Stem Cell Lineage Analysis and Control

Eric Jervis
Associate Professor,
Department of Chemical Engineering
University of Waterloo

May 11, 2005
3:30 PM - 5:00 PM
Davis Centre 1304, University of Waterloo

View Video of Presentation in HI Alive Archive: Research Seminars Archive 2004-2005

Abstract
The Jervis laboratory has a big problem – we have too much image data. Currently we have terabytes of high resolution microscopy data from long term time course imaging of stem cells in culture. Our image sets allow us to create lineage maps of the cells during growth and ideally relate observed behaviors to cell potential for the controlled production of cells for implantation.
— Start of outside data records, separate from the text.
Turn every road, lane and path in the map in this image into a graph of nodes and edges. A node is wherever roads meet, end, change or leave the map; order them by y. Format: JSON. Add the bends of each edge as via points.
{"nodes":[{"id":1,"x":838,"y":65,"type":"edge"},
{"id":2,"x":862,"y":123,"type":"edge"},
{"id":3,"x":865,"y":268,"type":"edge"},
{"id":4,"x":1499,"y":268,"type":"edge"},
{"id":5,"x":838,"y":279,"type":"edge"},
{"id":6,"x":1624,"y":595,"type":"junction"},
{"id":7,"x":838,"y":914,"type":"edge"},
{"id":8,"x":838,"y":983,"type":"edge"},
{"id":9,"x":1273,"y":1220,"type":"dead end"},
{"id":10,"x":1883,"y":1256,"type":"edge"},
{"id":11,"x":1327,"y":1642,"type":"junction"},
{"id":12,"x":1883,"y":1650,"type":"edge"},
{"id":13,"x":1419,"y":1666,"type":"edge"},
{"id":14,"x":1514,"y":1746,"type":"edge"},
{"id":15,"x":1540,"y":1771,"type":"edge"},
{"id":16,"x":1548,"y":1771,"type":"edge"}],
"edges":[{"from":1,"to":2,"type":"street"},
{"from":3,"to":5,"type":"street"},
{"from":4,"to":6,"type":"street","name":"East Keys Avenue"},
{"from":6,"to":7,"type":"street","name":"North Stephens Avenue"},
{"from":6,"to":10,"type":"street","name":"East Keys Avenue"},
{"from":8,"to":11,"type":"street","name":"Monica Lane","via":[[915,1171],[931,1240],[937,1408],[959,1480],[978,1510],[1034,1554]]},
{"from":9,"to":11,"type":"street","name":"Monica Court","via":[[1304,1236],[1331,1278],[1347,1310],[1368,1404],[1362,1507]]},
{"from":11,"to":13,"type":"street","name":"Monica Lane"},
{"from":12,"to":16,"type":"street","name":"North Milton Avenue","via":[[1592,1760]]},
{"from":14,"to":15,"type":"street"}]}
There are very few systems that afford the ability to fully characterize the potential of a single individual stem cell. To address this, the Stem Cell Network NCE provided support for the “Long Term Imaging and Cell Tracking for Stem Cell Lineage Analysis” project. The primary objective of the project is to produce high resolution time course image data sets of stem cells with a variety of tissue formation potentials. It is hypothesized that these observational data sets may yield characteristic stem cell behaviors that can be used to identify “desired” cells in real time during culture – in essence a bioinformatics approach to stem cell lineage analysis based on observed cell properties for process control. Specifically, we seek to identify the environmental influences on a stem cell that determine its lineage progression (i.e. symmetric versus asymmetric cell division) and proliferation kinetics (i.e. expansion of stem cell numbers).
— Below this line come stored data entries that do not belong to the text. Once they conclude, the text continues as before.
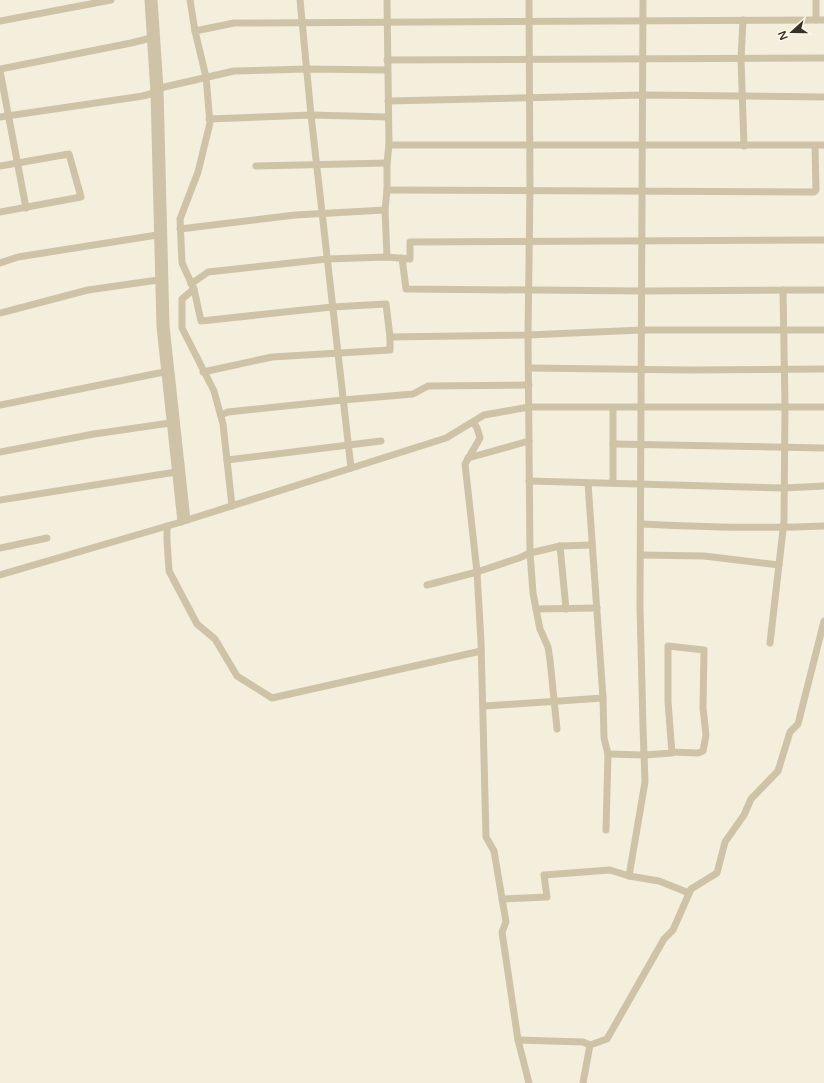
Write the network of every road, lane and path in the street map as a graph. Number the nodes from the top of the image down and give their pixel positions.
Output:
1 (110, 0) edge
2 (148, 0) edge
3 (154, 0) edge
4 (190, 0) edge
5 (300, 0) edge
6 (387, 0) edge
7 (529, 0) edge
8 (643, 0) edge
9 (816, 0) edge
10 (643, 20) junction
11 (743, 20) junction
12 (820, 20) edge
13 (0, 21) edge
14 (529, 21) junction
15 (302, 22) junction
16 (387, 22) junction
17 (195, 31) junction
18 (151, 38) junction
19 (824, 58) edge
20 (529, 59) junction
21 (643, 59) junction
22 (742, 59) junction
23 (387, 60) junction
24 (306, 69) junction
25 (0, 70) edge
26 (387, 70) junction
27 (206, 77) junction
28 (157, 91) junction
29 (643, 96) junction
30 (743, 96) junction
31 (824, 97) edge
32 (530, 98) junction
33 (388, 101) junction
34 (8, 115) junction
35 (310, 115) junction
36 (0, 117) edge
37 (388, 117) junction
38 (209, 119) junction
39 (389, 145) junction
40 (643, 145) junction
41 (530, 146) junction
42 (744, 146) junction
43 (815, 146) junction
44 (824, 146) edge
45 (18, 163) junction
46 (387, 163) junction
47 (316, 165) junction
48 (0, 166) edge
49 (256, 166) dead end
50 (387, 190) junction
51 (530, 190) junction
52 (643, 191) junction
53 (26, 208) junction
54 (385, 210) junction
55 (0, 212) edge
56 (322, 214) junction
57 (180, 229) junction
58 (157, 235) junction
59 (642, 240) junction
60 (824, 240) edge
61 (530, 242) junction
62 (387, 257) junction
63 (402, 258) junction
64 (327, 259) junction
65 (0, 263) edge
66 (158, 280) junction
67 (193, 287) junction
68 (782, 290) junction
69 (824, 290) edge
70 (528, 291) junction
71 (642, 291) junction
72 (332, 307) junction
73 (0, 313) edge
74 (642, 330) junction
75 (782, 330) junction
76 (824, 330) edge
77 (528, 335) junction
78 (390, 337) junction
79 (338, 353) junction
80 (529, 368) junction
81 (642, 369) junction
82 (824, 369) edge
83 (784, 370) junction
84 (164, 372) junction
85 (203, 372) junction
86 (528, 385) junction
87 (343, 400) junction
88 (0, 405) edge
89 (785, 406) junction
90 (529, 407) junction
91 (824, 407) edge
92 (613, 408) junction
93 (641, 408) junction
94 (221, 415) junction
95 (473, 422) junction
96 (170, 423) junction
97 (381, 441) dead end
98 (529, 441) junction
99 (613, 444) junction
100 (348, 445) junction
101 (641, 445) junction
102 (784, 448) junction
103 (824, 448) edge
104 (0, 452) edge
105 (468, 458) junction
106 (227, 460) junction
107 (350, 468) junction
108 (176, 472) junction
109 (529, 481) junction
110 (588, 483) junction
111 (613, 483) junction
112 (642, 484) junction
113 (824, 486) edge
114 (784, 488) junction
115 (0, 500) edge
116 (232, 506) junction
117 (184, 521) junction
118 (641, 524) junction
119 (168, 526) junction
120 (824, 526) edge
121 (783, 528) junction
122 (47, 538) dead end
123 (592, 545) junction
124 (560, 546) junction
125 (0, 548) edge
126 (530, 553) junction
127 (641, 555) junction
128 (779, 565) junction
129 (477, 572) junction
130 (0, 575) edge
131 (427, 585) dead end
132 (597, 608) junction
133 (536, 609) junction
134 (566, 609) junction
135 (824, 621) edge
136 (770, 643) dead end
137 (481, 651) junction
138 (603, 698) junction
139 (554, 700) junction
140 (484, 706) junction
141 (557, 729) dead end
142 (672, 752) junction
143 (608, 754) junction
144 (644, 755) junction
145 (606, 830) dead end
146 (629, 876) junction
147 (689, 893) junction
148 (502, 899) junction
149 (518, 1040) junction
150 (590, 1045) junction
151 (529, 1083) edge
152 (583, 1083) edge

1 - 13 street
2 - 18 street
3 - 28 street
4 - 17 street
5 - 15 street
6 - 16 street
7 - 14 street
8 - 10 street
9 - 12 street
10 - 11 street
10 - 14 street
10 - 21 street
11 - 12 street
11 - 22 street
14 - 16 street
14 - 20 street
15 - 16 street
15 - 17 street
15 - 24 street
16 - 23 street
17 - 27 street
18 - 25 street
18 - 28 street
19 - 22 street
20 - 21 street
20 - 23 street
20 - 32 street
21 - 22 street
21 - 29 street
22 - 30 street
23 - 26 street
24 - 26 street
24 - 27 street
24 - 35 street
25 - 34 street
26 - 33 street
27 - 28 street
27 - 38 street
28 - 34 street
28 - 58 street
28 - 117 street
29 - 30 street
29 - 32 street
29 - 40 street
30 - 31 street
30 - 42 street
32 - 33 street
32 - 41 street
33 - 37 street
34 - 36 street
34 - 45 street
35 - 37 street
35 - 38 street
35 - 47 street
37 - 39 street
38 - 57 street
39 - 41 street
39 - 46 street
40 - 41 street
40 - 42 street
40 - 52 street
41 - 51 street
42 - 43 street
43 - 44 street
43 - 52 street
45 - 48 street
45 - 53 street
45 - 53 street
46 - 47 street
46 - 50 street
47 - 49 street
47 - 56 street
50 - 51 street
50 - 54 street
51 - 52 street
51 - 61 street
52 - 59 street
53 - 55 street
54 - 56 street
54 - 62 street
56 - 57 street
56 - 64 street
57 - 67 street
58 - 65 street
58 - 66 street
59 - 60 street
59 - 61 street
59 - 71 street
61 - 63 street
61 - 70 street
62 - 63 street
62 - 64 street
63 - 70 street
64 - 67 street
64 - 72 street
66 - 73 street
66 - 84 street
67 - 72 street
67 - 85 street
68 - 69 street
68 - 71 street
68 - 75 street
70 - 71 street
70 - 77 street
71 - 74 street
72 - 78 street
72 - 79 street
74 - 75 street
74 - 77 street
74 - 81 street
75 - 76 street
75 - 83 street
77 - 78 street
77 - 80 street
78 - 79 street
79 - 85 street
79 - 87 street
80 - 81 street
80 - 86 street
81 - 83 street
81 - 93 street
82 - 83 street
83 - 89 street
84 - 88 street
84 - 96 street
85 - 94 street
86 - 87 street
86 - 90 street
87 - 94 street
87 - 100 street
89 - 91 street
89 - 93 street
89 - 102 street
90 - 92 street
90 - 95 street
90 - 98 street
92 - 93 street
92 - 99 street
93 - 101 street
94 - 106 street
95 - 105 street
95 - 107 street
96 - 104 street
96 - 108 street
97 - 100 street
98 - 105 street
98 - 109 street
99 - 101 street
99 - 111 street
100 - 106 street
100 - 107 street
101 - 102 street
101 - 112 street
102 - 103 street
102 - 114 street
105 - 129 street
106 - 116 street
107 - 116 street
108 - 115 street
108 - 117 street
109 - 110 street
109 - 126 street
110 - 111 street
110 - 123 street
111 - 112 street
112 - 114 street
112 - 118 street
113 - 114 street
114 - 121 street
116 - 117 street
117 - 119 street
118 - 121 street
118 - 127 street
119 - 130 street
119 - 137 street
120 - 121 street
121 - 128 street
122 - 125 street
123 - 124 street
123 - 132 street
124 - 126 street
124 - 134 street
126 - 129 street
126 - 133 street
127 - 128 street
127 - 144 street
128 - 136 street
129 - 131 street
129 - 137 street
132 - 134 street
132 - 138 street
133 - 134 street
133 - 139 street
135 - 147 street
137 - 140 street
138 - 139 street
138 - 143 street
139 - 140 street
139 - 141 street
140 - 148 street
142 - 142 street
142 - 144 street
143 - 144 street
143 - 145 street
144 - 146 street
146 - 147 street
146 - 148 street
147 - 150 street
148 - 149 street
149 - 150 street
149 - 151 street
150 - 152 street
The lineage informatics approach will be illustrated with 3 recent studies. In the first, we have applied lineage analysis to the growth of neural stem cell colonies and examined the cell types generated following differentiation. The power of this approach is demonstrated by studying the genesis, heritability, fate determinants, and plasticity of a readily identifiable, novel phenotype that contributes to the heterogeneity of the progenitor population. In this test case intrinsic factors were shown to be dominant over microenvironment.
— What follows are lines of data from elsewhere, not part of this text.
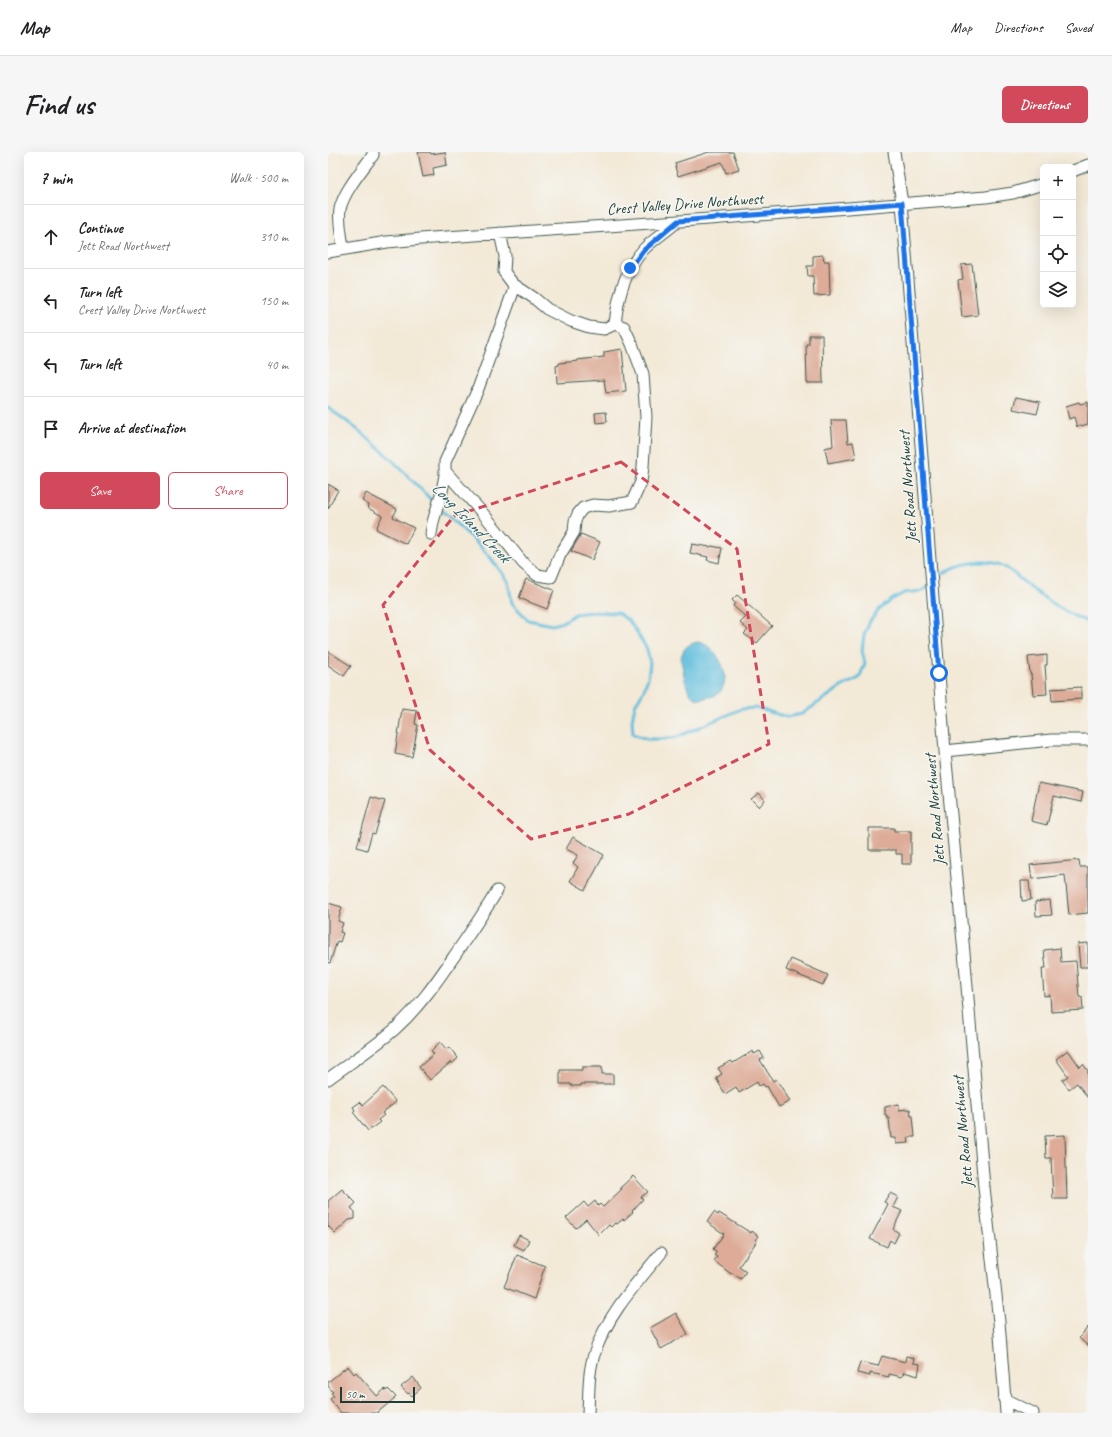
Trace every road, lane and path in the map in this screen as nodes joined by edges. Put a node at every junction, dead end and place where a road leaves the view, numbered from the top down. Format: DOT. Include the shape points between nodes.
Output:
graph roads {
  1 [pos="373,152"];
  2 [pos="894,152"];
  3 [pos="1088,165"];
  4 [pos="1076,170"];
  5 [pos="1040,185"];
  6 [pos="902,203"];
  7 [pos="678,221"];
  8 [pos="500,233"];
  9 [pos="344,249"];
  10 [pos="328,252"];
  11 [pos="513,284"];
  12 [pos="615,324"];
  13 [pos="445,471"];
  14 [pos="431,534"];
  15 [pos="1088,740"];
  16 [pos="945,751"];
  17 [pos="497,891"];
  18 [pos="328,1079"];
  19 [pos="661,1253"];
  20 [pos="1004,1399"];
  21 [pos="588,1413"];
  22 [pos="1006,1413"];
  23 [pos="1033,1413"];
  1 -- 9 [label="street" via="348,190 340,209"];
  2 -- 6 [label="street, Jett Road Northwest"];
  3 -- 4 [label="street"];
  5 -- 6 [label="street, Crest Valley Drive Northwest" via="1013,193 986,197"];
  6 -- 7 [label="street, Crest Valley Drive Northwest"];
  6 -- 16 [label="street, Jett Road Northwest"];
  7 -- 8 [label="street, Crest Valley Drive Northwest"];
  7 -- 12 [label="street" via="644,250 630,268 620,295"];
  8 -- 9 [label="street, Crest Valley Drive Northwest" via="410,240"];
  8 -- 11 [label="street" via="505,256 504,272"];
  9 -- 10 [label="street, Crest Valley Drive Northwest"];
  11 -- 12 [label="street" via="547,310 571,321 604,329"];
  11 -- 13 [label="street" via="514,289 505,316 478,389 445,462"];
  12 -- 13 [label="street" via="624,327 628,334 642,374 646,417 641,482 632,502 583,508 578,514 574,532 551,577 537,575 523,563"];
  13 -- 14 [label="street"];
  15 -- 16 [label="street" via="1051,740"];
  16 -- 20 [label="street, Jett Road Northwest"];
  17 -- 18 [label="street" via="416,1008 376,1045"];
  19 -- 21 [label="street" via="618,1306 603,1333 594,1353"];
  20 -- 22 [label="street, Jett Road Northwest"];
  20 -- 23 [label="street"];
}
In a second example, we imaged highly purified populations of blood stem cells in an array chamber where proliferation and survival history of each cell and its progeny could be monitored over 104 hours. At the end of tracking, each clone of cells was harvested individually and evaluated using in vivo repopulation assays. We are currently evaluating the predictive ability of lineage patterns for identifying blood repopulating cells. In a final example, lineage tracking was used to examine inheritance patterns of reporter gene expression in retrovirus transformed embryonic stem cells (as a model for gene therapy and delivery). Synchronized switching of reporter gene expression demonstrated that expression levels were inherited and that expression level trajectories can be maintained over several generations.

Help. I am drowning in high resolution space-time data of stem cells “behaving” in culture. I have terabytes of data that needs to be feature-extracted and classified. To date I have been using CO-OP students for this work. However, this can not go on as I have been cited for driving too many Co-op students crazy.

Biosketch
Eric Jervis is an Associate Professor in the Department of Chemical Engineering at the University of Waterloo. Eric obtained a Bachelor of Applied Science (1986 Bio-Resource Engineering), a Master of Applied Science (1992 Chemical Engineering), and a Ph.D. in Applied Science (1998 Chemical Engineering), all from the University of British Columbia. He joined the University of Waterloo in 1998. He has cross appointments in the departments of Biology and Physics at the University of Waterloo.